The Ethics of Drone Warfare
15:20 - 15:40
Due to the lack of a governing body regulating the use of armed drones in the global political context, it is practically subject to no legal constraints. This paves the way to a drone-possessor state's ability to employ said technology in contemporary armed conflicts, secretly or not, without having to make an honest legal or ethical case for their actions. As a consequence, governments can sidestep accountability. Those in favour of armed drones, politicians and scholars of the ethics of war alike, attempt to justify their use by appeal to the traditional criteria of Just War Theory which has provided a framework for the ethical evaluation of war for centuries. Upon closer inspection, however, it becomes evident that current drone practices severely violate the same normative ethical principles they promise to uphold.
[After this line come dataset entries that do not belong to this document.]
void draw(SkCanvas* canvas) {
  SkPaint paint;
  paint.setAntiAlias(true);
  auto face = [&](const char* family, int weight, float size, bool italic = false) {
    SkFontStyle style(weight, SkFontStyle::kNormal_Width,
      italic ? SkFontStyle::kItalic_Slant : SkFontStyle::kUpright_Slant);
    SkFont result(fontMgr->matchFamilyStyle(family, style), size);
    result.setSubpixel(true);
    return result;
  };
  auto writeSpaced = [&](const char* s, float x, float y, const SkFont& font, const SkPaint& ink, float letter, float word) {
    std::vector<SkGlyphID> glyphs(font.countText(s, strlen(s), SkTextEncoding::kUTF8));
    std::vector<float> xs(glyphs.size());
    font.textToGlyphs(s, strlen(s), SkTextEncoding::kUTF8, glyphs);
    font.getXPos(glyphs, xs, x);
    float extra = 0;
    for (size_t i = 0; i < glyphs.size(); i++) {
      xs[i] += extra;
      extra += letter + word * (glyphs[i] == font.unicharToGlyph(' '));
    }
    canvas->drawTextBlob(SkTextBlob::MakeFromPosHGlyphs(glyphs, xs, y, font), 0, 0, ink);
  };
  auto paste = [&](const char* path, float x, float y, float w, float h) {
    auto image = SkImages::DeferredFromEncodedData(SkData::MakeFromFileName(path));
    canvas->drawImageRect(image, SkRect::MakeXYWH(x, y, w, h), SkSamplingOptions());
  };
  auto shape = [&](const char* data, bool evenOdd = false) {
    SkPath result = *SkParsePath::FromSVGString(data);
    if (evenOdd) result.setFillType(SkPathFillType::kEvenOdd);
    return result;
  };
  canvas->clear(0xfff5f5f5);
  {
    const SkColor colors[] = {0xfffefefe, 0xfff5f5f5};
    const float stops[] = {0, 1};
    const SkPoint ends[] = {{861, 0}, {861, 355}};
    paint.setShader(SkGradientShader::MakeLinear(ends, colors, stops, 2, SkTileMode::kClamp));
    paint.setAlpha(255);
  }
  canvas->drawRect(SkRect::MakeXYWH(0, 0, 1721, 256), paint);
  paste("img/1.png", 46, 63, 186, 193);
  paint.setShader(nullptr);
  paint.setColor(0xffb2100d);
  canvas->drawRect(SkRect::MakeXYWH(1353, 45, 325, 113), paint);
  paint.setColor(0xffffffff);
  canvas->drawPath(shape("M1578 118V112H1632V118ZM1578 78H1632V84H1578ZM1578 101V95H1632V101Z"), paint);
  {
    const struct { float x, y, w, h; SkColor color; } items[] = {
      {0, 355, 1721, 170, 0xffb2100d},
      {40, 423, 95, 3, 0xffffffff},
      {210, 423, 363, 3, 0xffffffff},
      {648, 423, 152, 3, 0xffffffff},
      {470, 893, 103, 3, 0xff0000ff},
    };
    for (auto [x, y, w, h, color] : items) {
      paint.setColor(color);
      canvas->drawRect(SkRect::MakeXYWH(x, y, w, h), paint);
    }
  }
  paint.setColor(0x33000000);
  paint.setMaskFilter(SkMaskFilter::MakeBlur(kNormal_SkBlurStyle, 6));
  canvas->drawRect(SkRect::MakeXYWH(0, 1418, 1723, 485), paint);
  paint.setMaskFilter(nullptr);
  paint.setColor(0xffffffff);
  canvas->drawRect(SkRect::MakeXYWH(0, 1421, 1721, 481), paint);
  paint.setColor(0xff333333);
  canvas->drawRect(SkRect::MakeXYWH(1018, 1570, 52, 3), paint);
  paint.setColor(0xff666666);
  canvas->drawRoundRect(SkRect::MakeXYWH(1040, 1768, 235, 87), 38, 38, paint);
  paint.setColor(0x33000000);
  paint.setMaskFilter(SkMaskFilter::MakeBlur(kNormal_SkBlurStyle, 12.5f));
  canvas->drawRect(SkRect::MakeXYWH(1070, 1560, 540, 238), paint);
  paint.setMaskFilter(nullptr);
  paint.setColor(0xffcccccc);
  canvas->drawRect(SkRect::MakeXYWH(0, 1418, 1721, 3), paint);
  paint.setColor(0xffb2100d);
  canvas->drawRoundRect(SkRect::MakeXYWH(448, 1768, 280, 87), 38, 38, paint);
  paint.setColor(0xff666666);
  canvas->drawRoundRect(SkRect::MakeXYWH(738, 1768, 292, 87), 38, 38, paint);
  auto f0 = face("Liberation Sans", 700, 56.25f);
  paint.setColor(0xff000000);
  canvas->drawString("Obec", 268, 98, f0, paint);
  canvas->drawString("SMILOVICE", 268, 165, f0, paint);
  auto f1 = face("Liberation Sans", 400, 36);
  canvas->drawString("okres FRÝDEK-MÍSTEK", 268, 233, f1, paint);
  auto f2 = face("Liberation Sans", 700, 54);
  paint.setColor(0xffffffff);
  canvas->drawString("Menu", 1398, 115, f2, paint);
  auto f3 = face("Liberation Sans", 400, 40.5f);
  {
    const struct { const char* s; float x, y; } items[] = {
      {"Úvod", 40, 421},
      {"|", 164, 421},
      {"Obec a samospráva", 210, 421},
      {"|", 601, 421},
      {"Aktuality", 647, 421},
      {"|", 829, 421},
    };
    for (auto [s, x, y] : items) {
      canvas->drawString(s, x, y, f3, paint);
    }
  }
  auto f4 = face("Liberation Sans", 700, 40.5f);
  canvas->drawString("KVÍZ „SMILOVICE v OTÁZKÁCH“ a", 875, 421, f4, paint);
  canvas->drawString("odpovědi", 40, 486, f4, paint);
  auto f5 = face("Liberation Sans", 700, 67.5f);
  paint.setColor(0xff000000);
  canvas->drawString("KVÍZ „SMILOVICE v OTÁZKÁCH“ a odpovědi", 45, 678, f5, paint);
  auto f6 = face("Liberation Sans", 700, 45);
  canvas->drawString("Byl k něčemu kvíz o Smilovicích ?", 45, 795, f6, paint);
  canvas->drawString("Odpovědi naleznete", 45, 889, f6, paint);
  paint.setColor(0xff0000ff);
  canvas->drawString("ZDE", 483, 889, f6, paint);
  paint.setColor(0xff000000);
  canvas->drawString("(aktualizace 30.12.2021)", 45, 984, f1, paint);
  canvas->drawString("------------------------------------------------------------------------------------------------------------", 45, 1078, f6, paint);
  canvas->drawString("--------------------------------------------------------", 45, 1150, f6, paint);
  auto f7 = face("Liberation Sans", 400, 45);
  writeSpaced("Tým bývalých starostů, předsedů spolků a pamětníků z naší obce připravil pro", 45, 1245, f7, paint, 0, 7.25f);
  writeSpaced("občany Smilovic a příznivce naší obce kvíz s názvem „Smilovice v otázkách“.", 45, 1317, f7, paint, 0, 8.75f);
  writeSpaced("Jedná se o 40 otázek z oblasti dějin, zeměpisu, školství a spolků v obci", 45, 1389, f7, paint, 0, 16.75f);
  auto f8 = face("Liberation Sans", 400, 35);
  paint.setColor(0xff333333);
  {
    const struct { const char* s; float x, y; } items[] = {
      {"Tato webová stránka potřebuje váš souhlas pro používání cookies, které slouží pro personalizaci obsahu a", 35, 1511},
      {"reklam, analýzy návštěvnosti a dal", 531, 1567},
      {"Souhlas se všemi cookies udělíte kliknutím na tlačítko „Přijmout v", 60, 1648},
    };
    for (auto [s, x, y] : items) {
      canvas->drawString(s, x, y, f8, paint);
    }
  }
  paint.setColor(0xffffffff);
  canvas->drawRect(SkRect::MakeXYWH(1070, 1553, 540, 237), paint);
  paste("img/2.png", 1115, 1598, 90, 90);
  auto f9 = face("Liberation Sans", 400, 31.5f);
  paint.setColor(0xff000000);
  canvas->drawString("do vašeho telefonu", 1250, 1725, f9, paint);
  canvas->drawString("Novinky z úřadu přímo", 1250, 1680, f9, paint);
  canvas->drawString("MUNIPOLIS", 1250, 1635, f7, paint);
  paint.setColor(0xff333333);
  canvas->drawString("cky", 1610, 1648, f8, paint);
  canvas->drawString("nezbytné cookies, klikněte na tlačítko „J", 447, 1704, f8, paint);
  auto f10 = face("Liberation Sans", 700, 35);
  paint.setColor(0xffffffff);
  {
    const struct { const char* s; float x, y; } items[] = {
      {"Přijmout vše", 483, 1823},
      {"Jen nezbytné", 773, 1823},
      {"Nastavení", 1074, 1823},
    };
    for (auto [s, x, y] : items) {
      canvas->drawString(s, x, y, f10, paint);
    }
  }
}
While drones are, for instance, lauded as high-precision weapons sparing innocent civilians to a much higher degree than traditional bombs, this narrative is dangerously misleading. The US in the War on Terror, for instance, have widened the definition of "terrorist" so as to include military-aged males, that is, civilians, who may then be legitimately targeted in drone strikes. Drone technology, in sum, seems to enable the possessor-state to redefine the rules of war as it pleases which can have terrifying consequences. Can this be avoided?
Philosophy and Politics
College of Arts
Hi! My name is Sven and I'm a final year Philosophy and Politics student. I'm originally from a small town in Germany but have always loved the challenge of living in new places, so after spending a couple of years in Latin America I decided to come to Glasgow for university. I've always been fascinated by the big, sometimes uncomfortable and many times abstract questions of philosophy, even though (or maybe because) they constantly fry my brain. Over the course of my studies I've become especially interested in moral and political philosophy and political theory and the ways these disciplines with their vast body of thought apply to the real world. It was in a course on the history and strategies of war when I first became aware of the ethical challenges and practical implications posed by new military technologies such as armed drones and started researching how they alter the ways war has traditionally been justified and waged.
When I am not thinking about the prospects of perpetual drone war, I am probably watching some questionable TV shows, enjoying a glass of red with my friends, or planning my next trip abroad.